Goal of the exercise: Would you please restate all of the entries exactly, apart from the pictures?

== Segment start ==

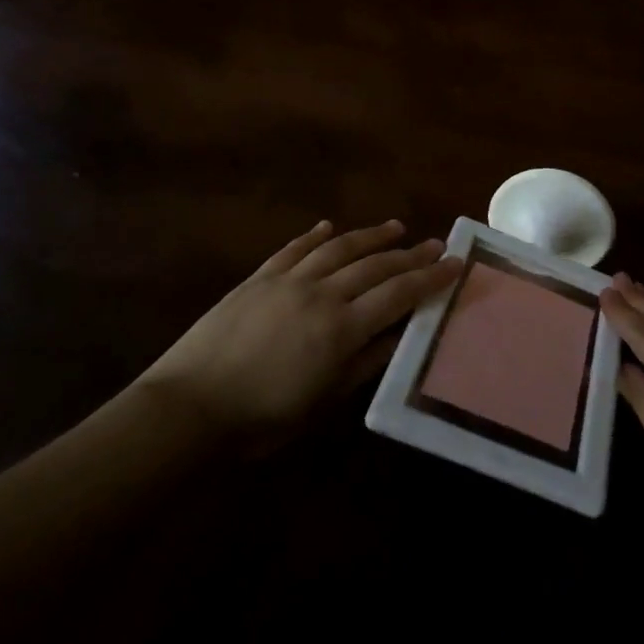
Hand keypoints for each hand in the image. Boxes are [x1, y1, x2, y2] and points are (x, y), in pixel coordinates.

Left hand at [137, 220, 460, 448]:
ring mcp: (287, 280)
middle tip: (435, 242)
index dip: (429, 278)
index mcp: (341, 328)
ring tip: (395, 227)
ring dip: (370, 236)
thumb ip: (364, 362)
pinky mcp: (258, 278)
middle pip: (374, 266)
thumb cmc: (262, 416)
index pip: (398, 294)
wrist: (189, 405)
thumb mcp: (323, 400)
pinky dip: (314, 236)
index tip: (454, 262)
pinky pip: (292, 249)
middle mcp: (321, 293)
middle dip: (409, 254)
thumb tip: (399, 335)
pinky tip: (328, 227)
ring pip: (338, 248)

== Segment end ==

Result for this exercise:
Hand keypoints for each hand in the image. Boxes are [x1, y1, x2, y2] and points are (x, y), in pixel coordinates.

Left hand at [137, 220, 460, 448]:
ring mcp: (287, 280)
middle tip: (435, 242)
index dip: (429, 278)
index mcp: (341, 328)
ring tip: (395, 227)
ring dip: (370, 236)
thumb ip: (364, 362)
pinky mcp: (258, 278)
middle pip: (374, 266)
thumb cmc: (262, 416)
index pip: (398, 294)
wrist: (189, 405)
thumb mcp: (323, 400)
pinky dip: (314, 236)
index tip: (454, 262)
pinky pip: (292, 249)
middle mcp: (321, 293)
middle dip: (409, 254)
thumb tip: (399, 335)
pinky tip: (328, 227)
ring pip: (338, 248)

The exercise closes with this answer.